RIYADH: Saudi Arabia’s foreign reserves climbed 3 percent month on month in January to SR1.78 trillion, up SR58.7 billion ($15.6 billion) from December and marking a six-year high.

On an annual basis, the Saudi Central Bank’s net foreign assets rose by 10 percent, equivalent to SR155.8 billion, according to data from the Saudi Central Bank, Argaam reported.

The reserve assets, a crucial indicator of economic stability and external financial strength, comprise several key components.

According to the central bank, also known as SAMA, the Kingdom’s reserves include foreign securities, foreign currency, and bank deposits, as well as its reserve position at the International Monetary Fund, Special Drawing Rights, and monetary gold.
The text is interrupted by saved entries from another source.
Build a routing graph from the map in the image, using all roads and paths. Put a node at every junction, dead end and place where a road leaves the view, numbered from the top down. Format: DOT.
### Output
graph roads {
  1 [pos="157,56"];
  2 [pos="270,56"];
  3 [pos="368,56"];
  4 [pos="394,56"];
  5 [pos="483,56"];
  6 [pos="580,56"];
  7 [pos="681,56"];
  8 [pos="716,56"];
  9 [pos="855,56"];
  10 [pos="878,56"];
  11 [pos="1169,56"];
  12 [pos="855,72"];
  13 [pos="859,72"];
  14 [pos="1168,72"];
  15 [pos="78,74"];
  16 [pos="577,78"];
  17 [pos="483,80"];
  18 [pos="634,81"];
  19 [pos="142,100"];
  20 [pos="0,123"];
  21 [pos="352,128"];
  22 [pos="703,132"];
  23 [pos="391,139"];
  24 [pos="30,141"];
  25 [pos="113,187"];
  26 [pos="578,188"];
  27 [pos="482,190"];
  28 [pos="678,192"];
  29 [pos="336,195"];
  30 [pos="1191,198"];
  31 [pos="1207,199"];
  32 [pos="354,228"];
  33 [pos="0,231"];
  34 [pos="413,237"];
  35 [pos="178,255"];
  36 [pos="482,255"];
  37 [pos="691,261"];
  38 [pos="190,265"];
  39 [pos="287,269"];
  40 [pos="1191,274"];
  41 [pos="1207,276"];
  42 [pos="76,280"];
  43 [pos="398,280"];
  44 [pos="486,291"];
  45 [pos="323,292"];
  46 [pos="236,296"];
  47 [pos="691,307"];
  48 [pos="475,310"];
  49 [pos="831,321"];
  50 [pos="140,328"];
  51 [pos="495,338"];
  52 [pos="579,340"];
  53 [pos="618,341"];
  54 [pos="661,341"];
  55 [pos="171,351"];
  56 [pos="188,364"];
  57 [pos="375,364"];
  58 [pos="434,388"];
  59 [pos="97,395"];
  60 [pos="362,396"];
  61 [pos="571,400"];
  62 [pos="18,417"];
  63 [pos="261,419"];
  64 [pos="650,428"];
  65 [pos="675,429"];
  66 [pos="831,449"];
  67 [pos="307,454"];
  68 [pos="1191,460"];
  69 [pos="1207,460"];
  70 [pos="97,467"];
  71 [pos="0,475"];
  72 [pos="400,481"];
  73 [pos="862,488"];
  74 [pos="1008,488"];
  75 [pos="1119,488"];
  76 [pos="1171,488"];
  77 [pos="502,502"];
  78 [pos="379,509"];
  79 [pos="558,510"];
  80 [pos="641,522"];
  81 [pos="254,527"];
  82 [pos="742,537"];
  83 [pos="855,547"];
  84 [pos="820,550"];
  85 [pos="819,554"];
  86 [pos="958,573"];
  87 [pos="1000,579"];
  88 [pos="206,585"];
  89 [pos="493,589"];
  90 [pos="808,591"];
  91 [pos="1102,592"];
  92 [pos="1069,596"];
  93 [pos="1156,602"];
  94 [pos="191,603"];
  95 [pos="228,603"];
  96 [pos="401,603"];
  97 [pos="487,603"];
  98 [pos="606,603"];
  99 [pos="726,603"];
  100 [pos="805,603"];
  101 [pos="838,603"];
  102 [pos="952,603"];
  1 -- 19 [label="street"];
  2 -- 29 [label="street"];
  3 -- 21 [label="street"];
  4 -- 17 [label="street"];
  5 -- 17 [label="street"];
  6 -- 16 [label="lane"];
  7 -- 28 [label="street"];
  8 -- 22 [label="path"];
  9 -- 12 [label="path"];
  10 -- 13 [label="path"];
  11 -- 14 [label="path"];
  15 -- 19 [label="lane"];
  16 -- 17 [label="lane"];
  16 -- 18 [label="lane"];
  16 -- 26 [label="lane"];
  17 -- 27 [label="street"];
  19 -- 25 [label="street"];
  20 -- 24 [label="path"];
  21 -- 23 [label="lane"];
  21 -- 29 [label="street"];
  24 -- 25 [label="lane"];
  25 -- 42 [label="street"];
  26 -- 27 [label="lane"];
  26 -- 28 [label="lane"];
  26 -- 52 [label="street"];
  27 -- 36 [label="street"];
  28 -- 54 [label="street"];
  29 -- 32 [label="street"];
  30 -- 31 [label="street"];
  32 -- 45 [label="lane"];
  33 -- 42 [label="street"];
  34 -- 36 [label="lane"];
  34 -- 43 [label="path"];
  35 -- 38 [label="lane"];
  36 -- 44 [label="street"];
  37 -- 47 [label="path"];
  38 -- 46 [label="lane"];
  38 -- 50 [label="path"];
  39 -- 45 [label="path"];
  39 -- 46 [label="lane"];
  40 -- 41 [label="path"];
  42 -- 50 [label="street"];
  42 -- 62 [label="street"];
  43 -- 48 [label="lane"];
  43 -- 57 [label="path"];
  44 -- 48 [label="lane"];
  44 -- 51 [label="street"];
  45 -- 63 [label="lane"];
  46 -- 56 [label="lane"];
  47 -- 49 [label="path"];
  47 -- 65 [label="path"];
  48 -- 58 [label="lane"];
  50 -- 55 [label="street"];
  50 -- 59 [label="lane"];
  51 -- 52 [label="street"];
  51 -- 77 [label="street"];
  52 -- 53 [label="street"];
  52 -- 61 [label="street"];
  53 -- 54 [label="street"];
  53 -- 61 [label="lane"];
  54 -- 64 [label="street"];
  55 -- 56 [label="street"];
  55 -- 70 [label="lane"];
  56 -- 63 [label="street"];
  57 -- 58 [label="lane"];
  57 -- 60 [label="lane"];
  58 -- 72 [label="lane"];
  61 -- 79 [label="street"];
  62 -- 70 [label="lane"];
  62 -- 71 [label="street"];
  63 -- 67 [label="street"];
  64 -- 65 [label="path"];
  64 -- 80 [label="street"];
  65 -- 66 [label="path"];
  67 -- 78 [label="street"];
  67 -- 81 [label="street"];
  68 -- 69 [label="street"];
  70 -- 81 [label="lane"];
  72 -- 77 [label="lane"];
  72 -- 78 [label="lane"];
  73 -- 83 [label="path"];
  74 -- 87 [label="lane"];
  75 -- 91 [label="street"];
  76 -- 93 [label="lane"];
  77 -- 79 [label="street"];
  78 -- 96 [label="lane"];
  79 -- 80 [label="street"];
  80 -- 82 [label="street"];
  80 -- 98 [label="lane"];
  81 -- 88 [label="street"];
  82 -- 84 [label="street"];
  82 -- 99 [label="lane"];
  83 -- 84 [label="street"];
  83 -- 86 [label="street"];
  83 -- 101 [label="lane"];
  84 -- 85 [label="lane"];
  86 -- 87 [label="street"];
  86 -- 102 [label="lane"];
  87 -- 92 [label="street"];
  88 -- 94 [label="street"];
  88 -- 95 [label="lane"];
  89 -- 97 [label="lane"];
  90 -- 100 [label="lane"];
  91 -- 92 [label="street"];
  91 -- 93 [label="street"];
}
The rise in reserves underscores the strength and liquidity of the Kingdom’s financial position and aligns with Saudi Arabia’s goal of strengthening its financial safety net as it advances economic diversification under Vision 2030.

The value of foreign currency reserves, which represent approximately 95 percent of the total holdings, increased by about 10 percent during January 2026 compared to the same month in 2025, reaching SR1.68 trillion.

The value of the reserve at the IMF increased by 9 percent to reach SR13.1 billion.

Meanwhile, SDRs rose by 5 percent during the period to reach SR80.5 billion.

The Kingdom’s gold reserves remained stable at SR1.62 billion, the same level it has maintained since January 2008.

Saudi Arabia’s foreign reserve assets saw a monthly rise of 5 percent in November, climbing to SR1.74 trillion, according to the Kingdom’s central bank.

Overall, the continued advancement in reserve assets highlights the strength of Saudi Arabia’s fiscal and monetary buffers. These resources support the national currency, help maintain financial system stability, and enhance the country’s ability to navigate global economic volatility.

The sustained accumulation of foreign reserves is a critical pillar of the Kingdom’s economic stability. It directly reinforces investor confidence in the riyal’s peg to the US dollar, a foundational monetary policy, by providing SAMA with ample resources to defend the currency if needed.

Furthermore, this financial buffer enhances the nation’s sovereign credit profile, lowers national borrowing costs, and provides essential fiscal space to navigate global economic volatility while continuing to fund its ambitious Vision 2030 transformation agenda.